The Tea Party can also have a tremendous impact upon and appeal to women voters by addressing health care. While we all want to see the ObamaCare travesty eradicated, even when this goal is achieved health care problems do exist that need to be addressed. The Tea Party can gain ground by conceptualizing real, practical, working solutions for the health care problems that affected middle class families. The failure of Republicans and Democrats should be our guide. Both parties offer sweeping promises but never bother to actually create solutions. Develop and publicize a working solution, and the Tea Party can not only solidify their conservative base, but also pull in Republican and moderate Democrat men and women to the party.
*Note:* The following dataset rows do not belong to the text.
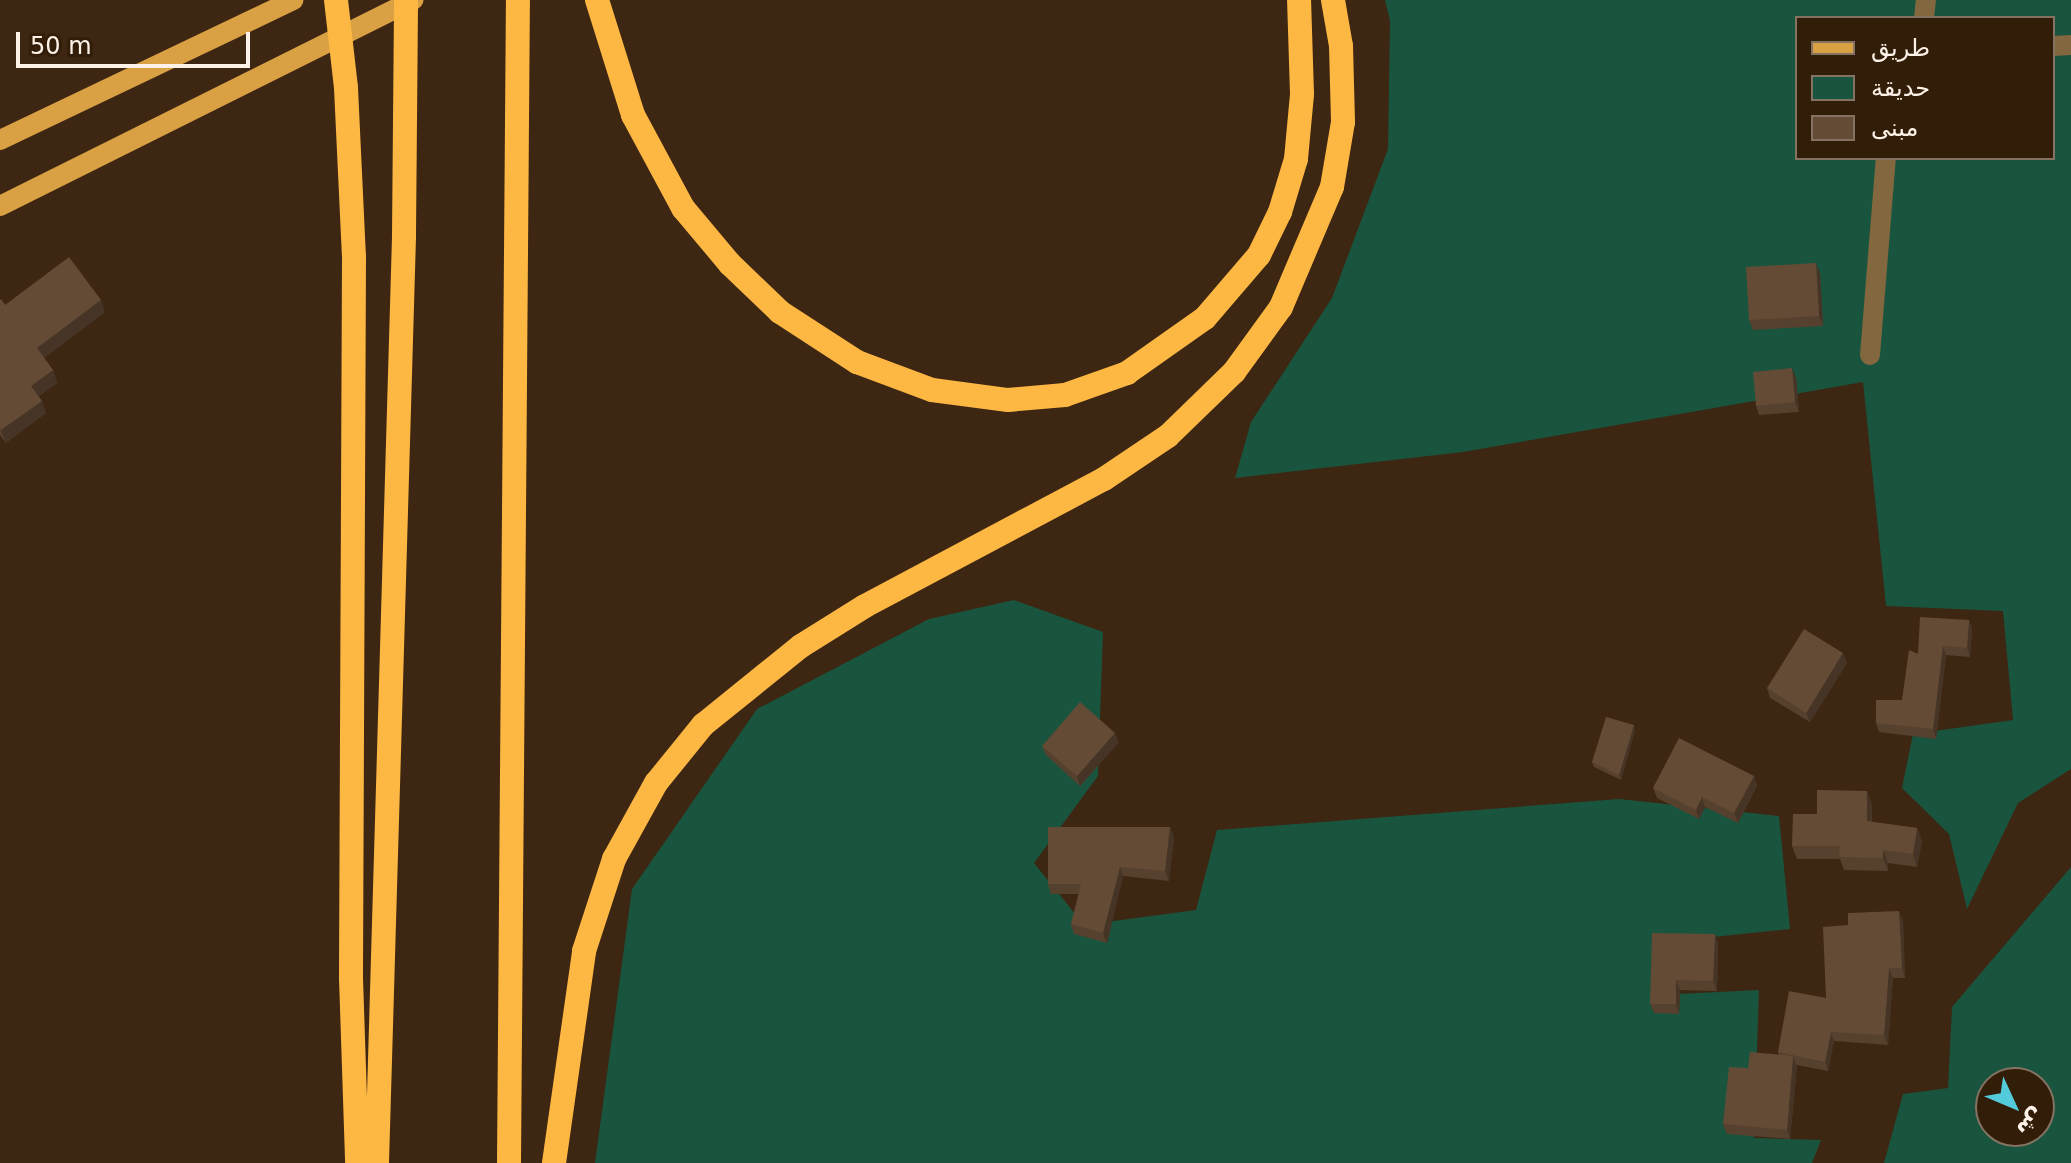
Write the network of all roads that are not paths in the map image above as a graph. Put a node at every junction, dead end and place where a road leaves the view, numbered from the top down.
1 (293, 0) edge
2 (336, 0) edge
3 (406, 0) edge
4 (414, 0) edge
5 (518, 0) edge
6 (597, 0) edge
7 (1299, 0) edge
8 (1333, 0) edge
9 (0, 140) edge
10 (1886, 160) edge
11 (0, 206) edge
12 (1870, 355) dead end
13 (357, 1163) edge
14 (377, 1163) edge
15 (509, 1163) edge
16 (554, 1163) edge

1 - 9 main road
2 - 13 highway
3 - 14 highway
4 - 11 main road
5 - 15 highway
6 - 7 highway
8 - 16 highway
10 - 12 street

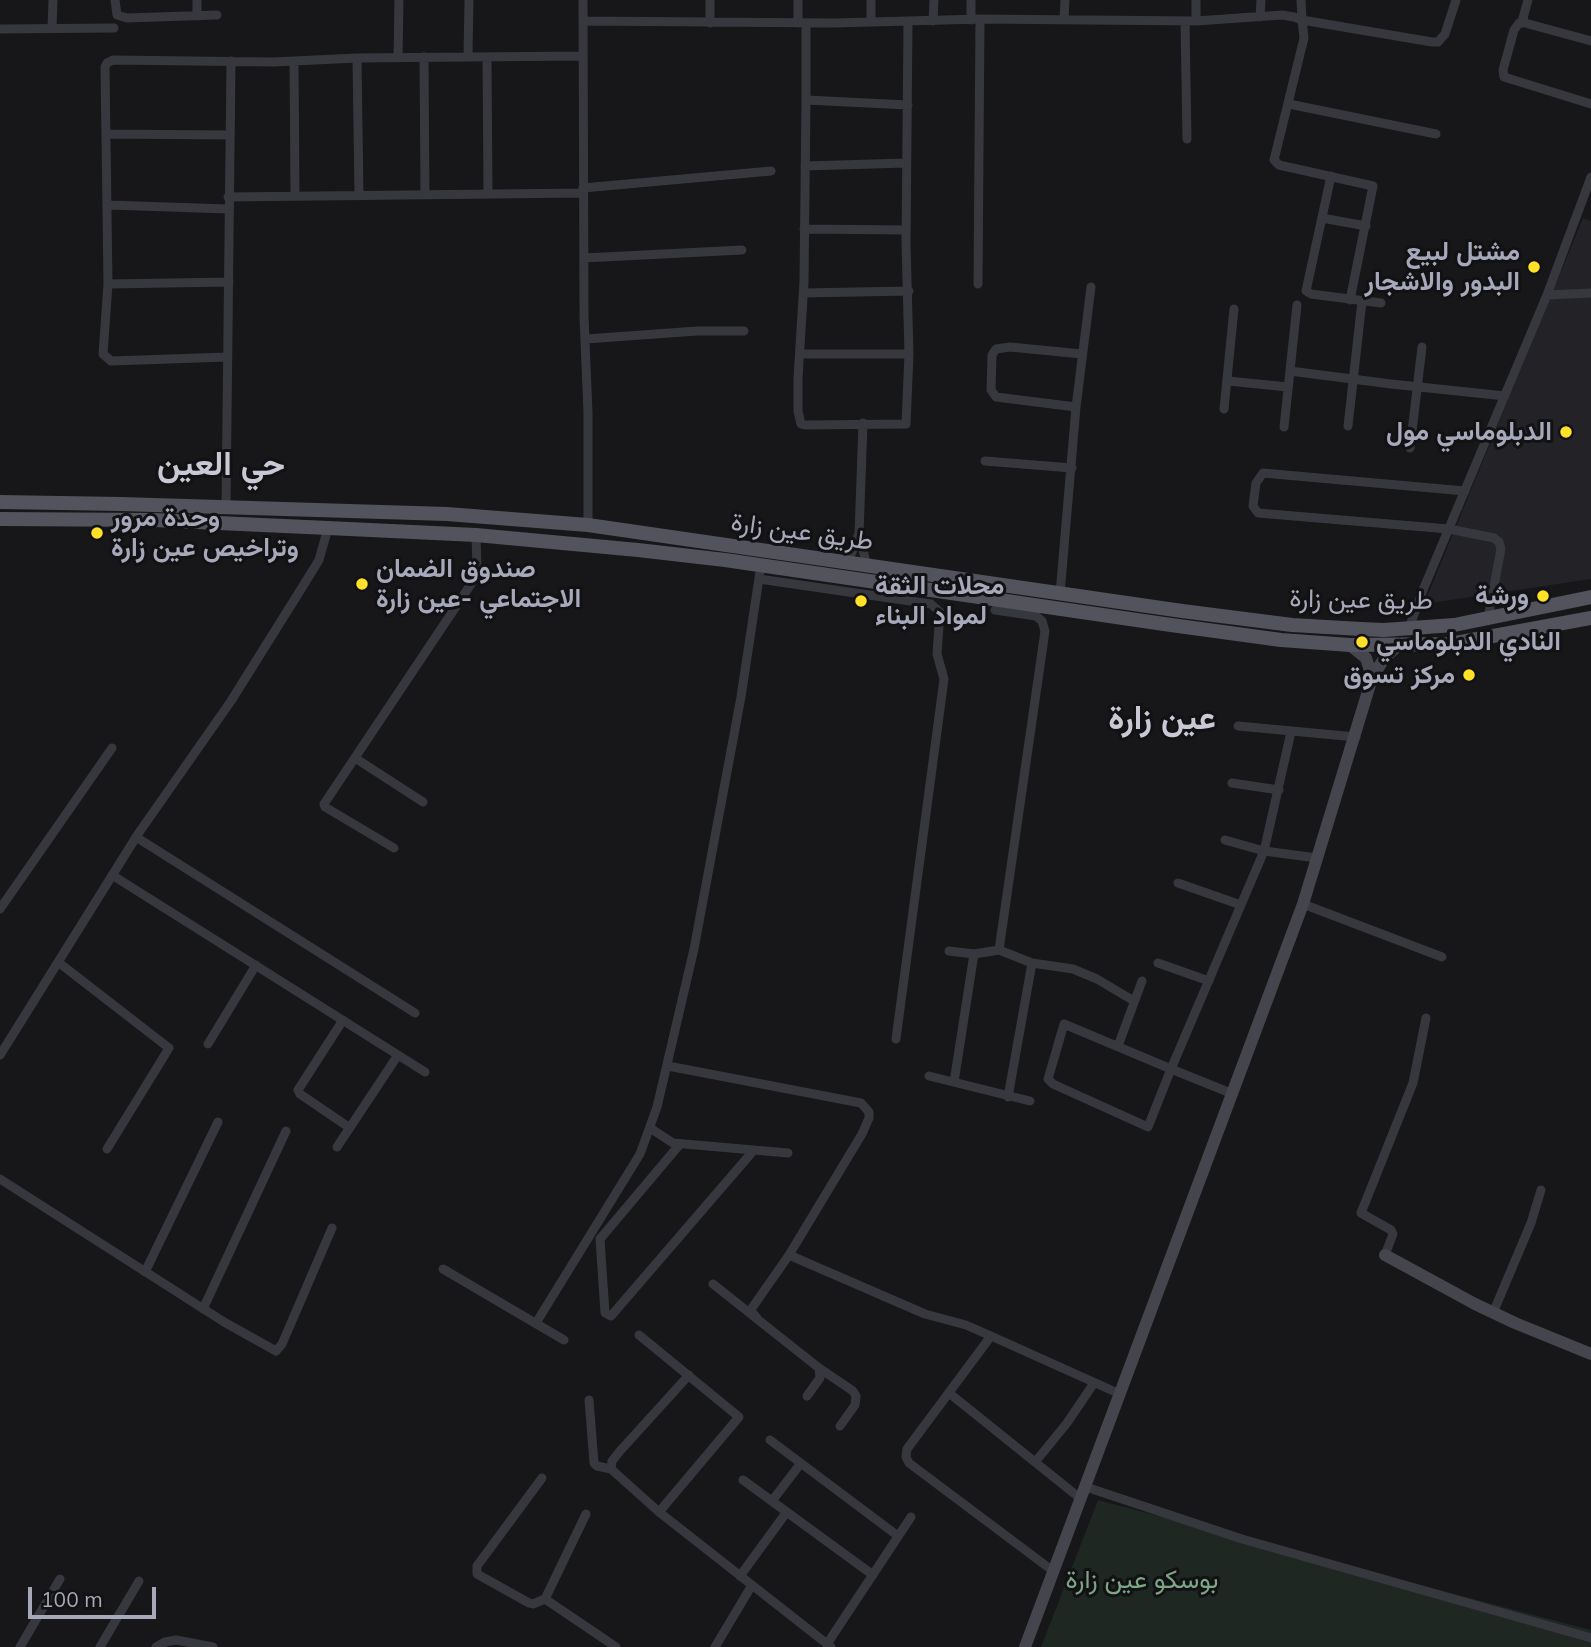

There really is no such thing as “women’s issues.” Men care just as much as women do about their children.  Men are just as concerned about health care and the economy as are their female counterparts. But women have been the focus of decades of manipulation and indoctrination and have largely fallen for the lies of the liberals. We have bought into the “second wave feminists” version of femininity which is more porn star than lady. We have bought into the idea that a woman who raises children and takes care of a home is “just” a housewife. Yes we may have veered off course and temporarily forgotten that “the hand that rocks the cradle rules the world.” But millions of us have awoken and are passionate about the platform for which the Tea Party stands.

And so, just as Elizabeth Cady Stanton, who addressed the audience on that hot day in July, 163 years ago in Seneca Falls, New York, encouraged women to take responsibility for their owns lives and not let the continued degradation of women at the hands of others determine their worth, the Tea Party must continue to embrace and encourage conservative women to stand up, take positions of responsibility and power in the political process and be forces of positive change in their own communities.

Embrace us, include us, and succeed. Ignore us at your own peril, for the conservative woman now knows, the hand that pulls the voting machine lever rules the world.